Task description: Please reproduce the listing below exactly, leaving out every picture.

------------------------------------------------------------

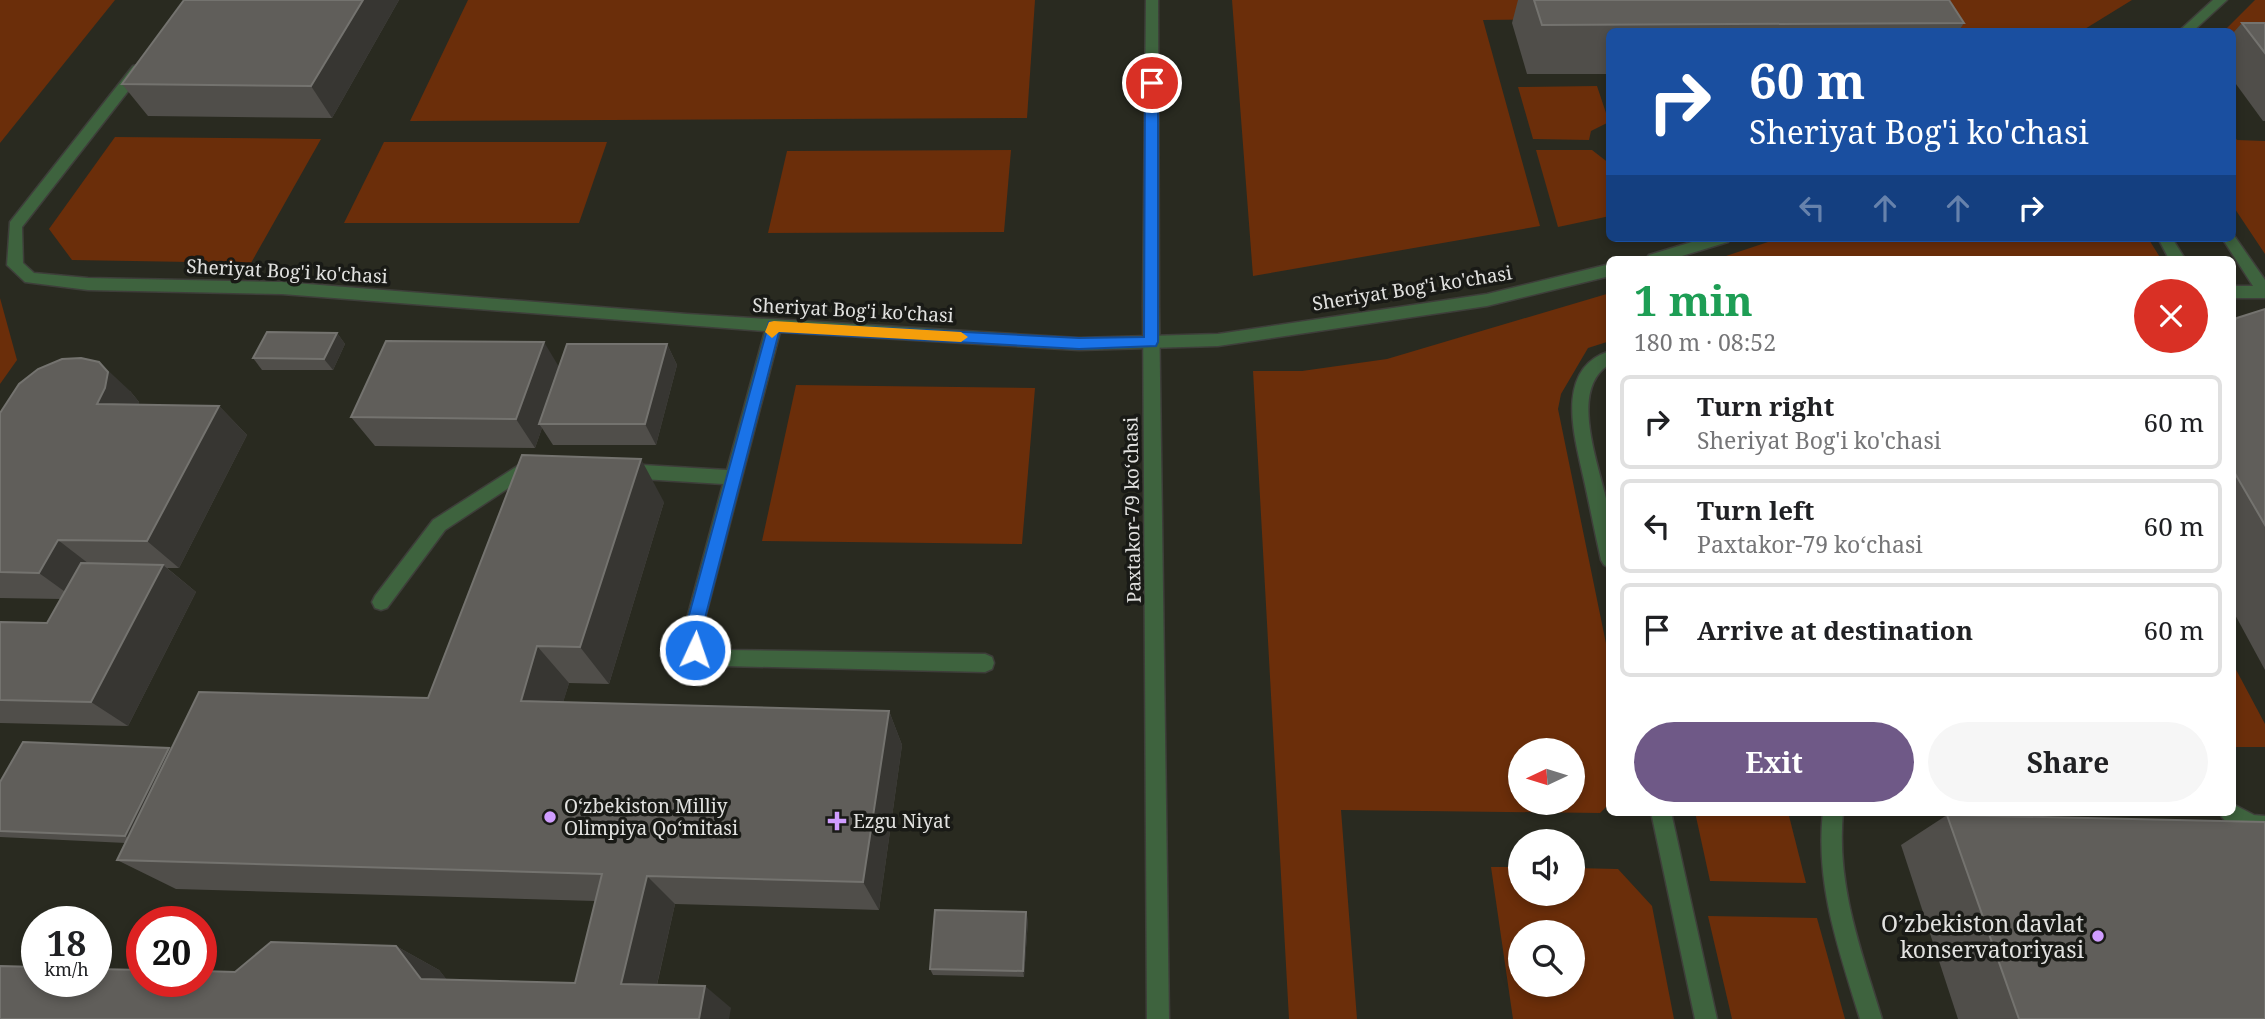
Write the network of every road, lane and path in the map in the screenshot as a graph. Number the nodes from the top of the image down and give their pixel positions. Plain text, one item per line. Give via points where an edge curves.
1 (1152, 0) edge
2 (2221, 0) edge
3 (2188, 28) edge
4 (143, 63) edge
5 (1710, 242) edge
6 (2232, 242) edge
7 (1664, 256) edge
8 (8, 265) edge
9 (1606, 271) edge
10 (2236, 292) edge
11 (774, 326) junction
12 (1151, 342) junction
13 (1606, 358) edge
14 (609, 470) edge
15 (558, 471) edge
16 (735, 478) junction
17 (1606, 542) edge
18 (381, 602) dead end
19 (985, 663) dead end
20 (1662, 816) edge
21 (1832, 816) edge
22 (2236, 816) edge
23 (2265, 826) edge
24 (1158, 1019) edge
25 (1706, 1019) edge
26 (1871, 1019) edge

1 - 12 street, Paxtakor-79 ko‘chasi
2 - 3 street
4 - 8 street via 15,226
5 - 7 street
6 - 10 street via 2265,292
8 - 11 street, Sheriyat Bog'i ko'chasi via 30,278 88,284 282,288
9 - 12 street, Sheriyat Bog'i ko'chasi via 1487,300 1218,340
11 - 12 street, Sheriyat Bog'i ko'chasi via 1079,344
11 - 16 street
12 - 24 street, Paxtakor-79 ko‘chasi
13 - 17 street via 1587,376 1579,406
14 - 16 street
15 - 18 street via 519,472 439,525
16 - 19 street via 694,626 695,650 724,658
20 - 25 street
21 - 26 street via 1829,835 1836,901
22 - 23 street via 2251,825

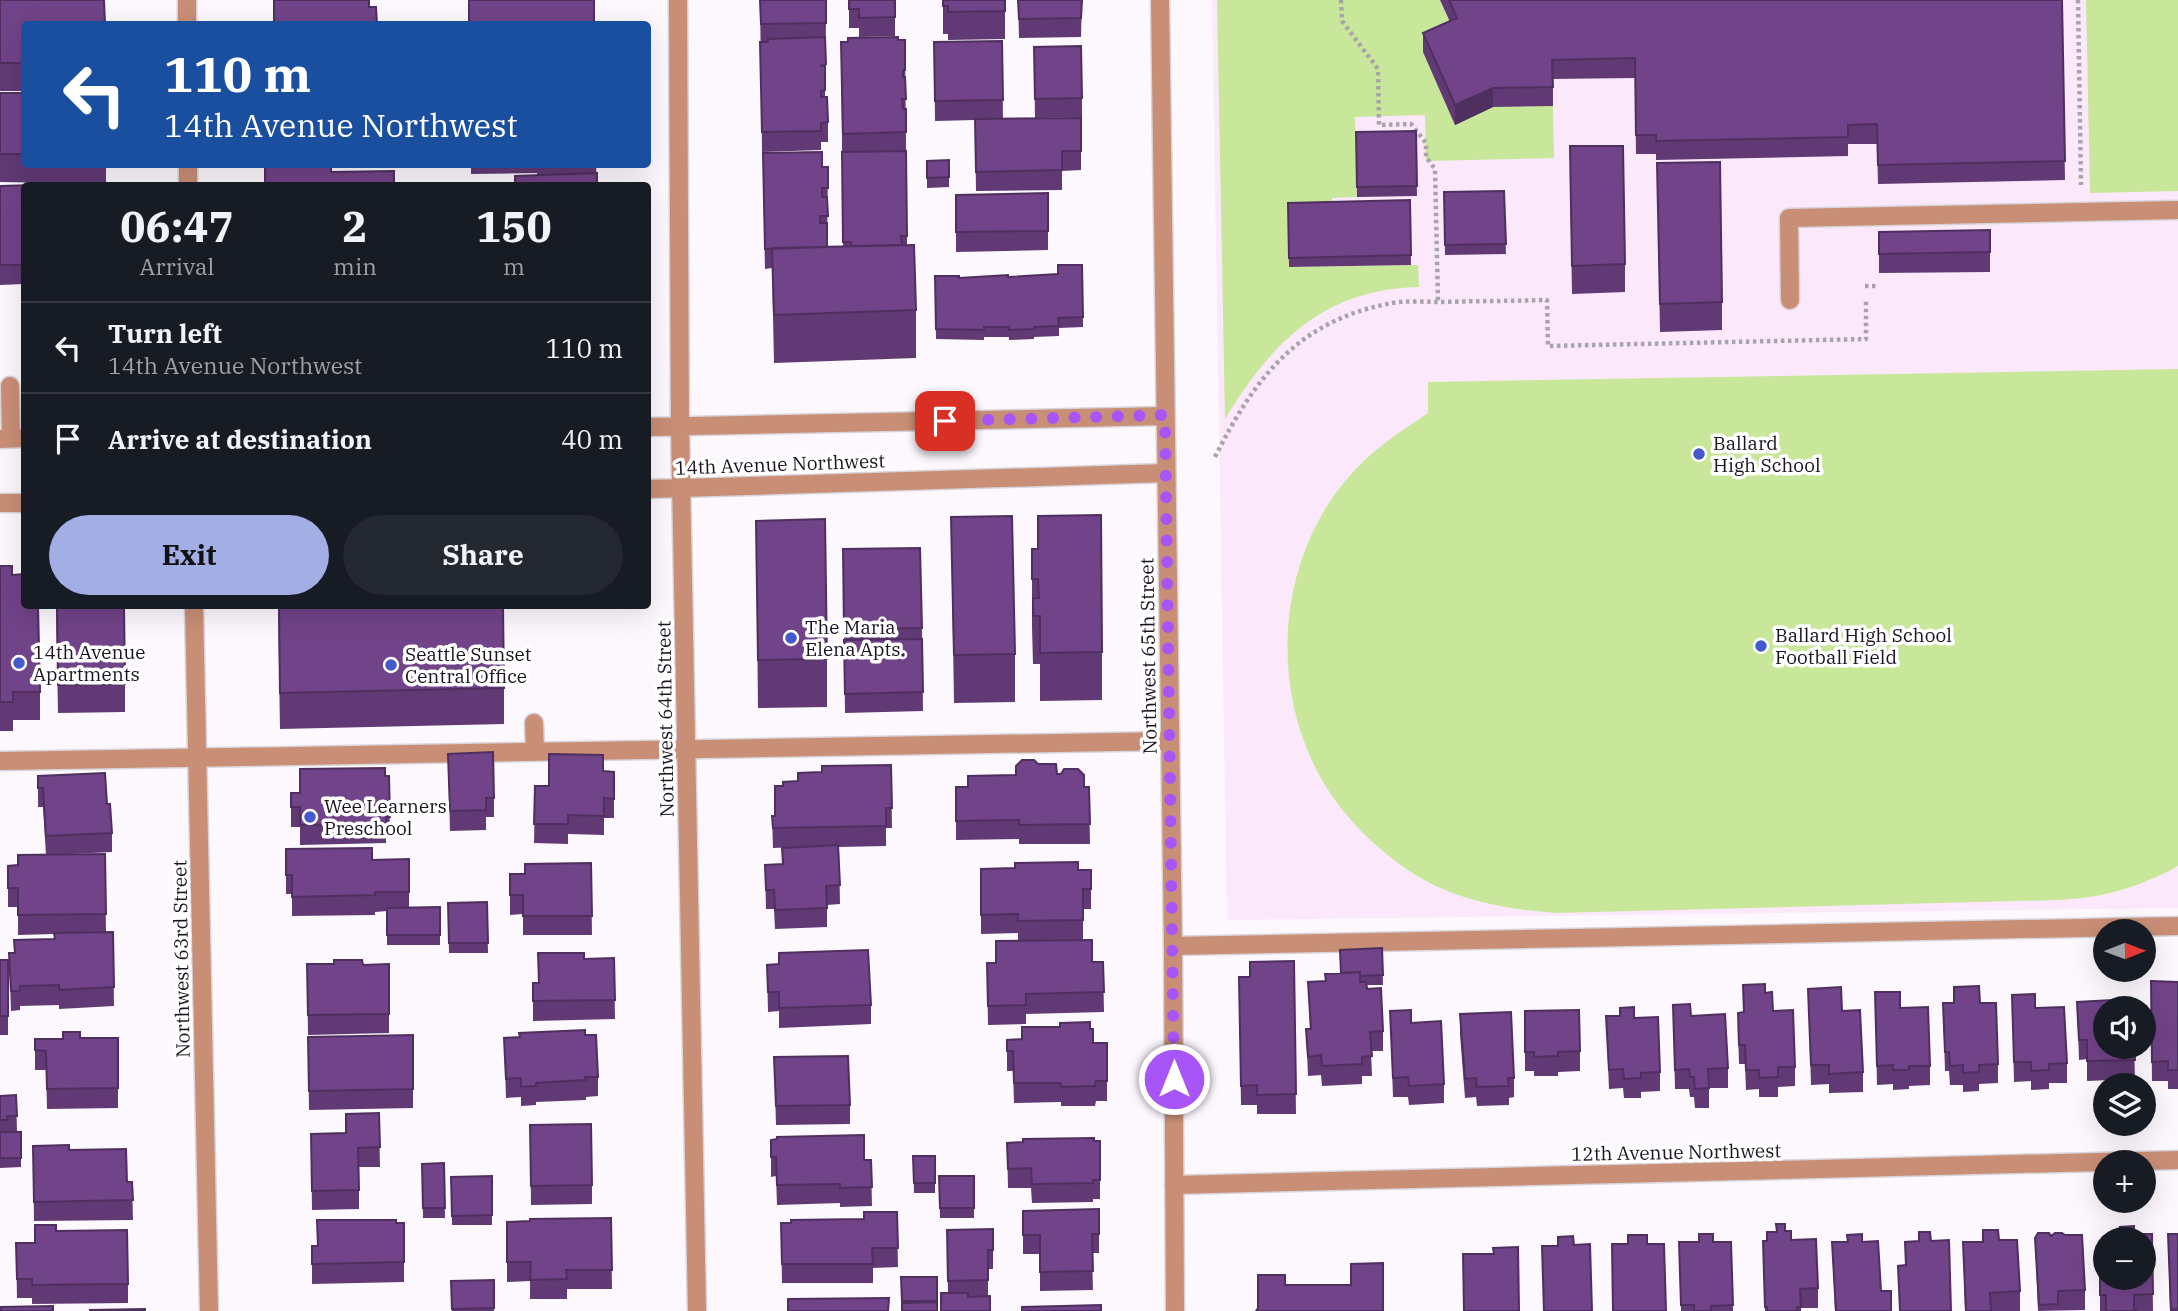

------------------------------------------------------------

Response for this exercise:
Write the network of every road, lane and path in the map in the screenshot as a graph. Number the nodes from the top of the image down and give their pixel positions. Plain text, one item per line. Give via points where an edge curves.
1 (1152, 0) edge
2 (2221, 0) edge
3 (2188, 28) edge
4 (143, 63) edge
5 (1710, 242) edge
6 (2232, 242) edge
7 (1664, 256) edge
8 (8, 265) edge
9 (1606, 271) edge
10 (2236, 292) edge
11 (774, 326) junction
12 (1151, 342) junction
13 (1606, 358) edge
14 (609, 470) edge
15 (558, 471) edge
16 (735, 478) junction
17 (1606, 542) edge
18 (381, 602) dead end
19 (985, 663) dead end
20 (1662, 816) edge
21 (1832, 816) edge
22 (2236, 816) edge
23 (2265, 826) edge
24 (1158, 1019) edge
25 (1706, 1019) edge
26 (1871, 1019) edge

1 - 12 street, Paxtakor-79 ko‘chasi
2 - 3 street
4 - 8 street via 15,226
5 - 7 street
6 - 10 street via 2265,292
8 - 11 street, Sheriyat Bog'i ko'chasi via 30,278 88,284 282,288
9 - 12 street, Sheriyat Bog'i ko'chasi via 1487,300 1218,340
11 - 12 street, Sheriyat Bog'i ko'chasi via 1079,344
11 - 16 street
12 - 24 street, Paxtakor-79 ko‘chasi
13 - 17 street via 1587,376 1579,406
14 - 16 street
15 - 18 street via 519,472 439,525
16 - 19 street via 694,626 695,650 724,658
20 - 25 street
21 - 26 street via 1829,835 1836,901
22 - 23 street via 2251,825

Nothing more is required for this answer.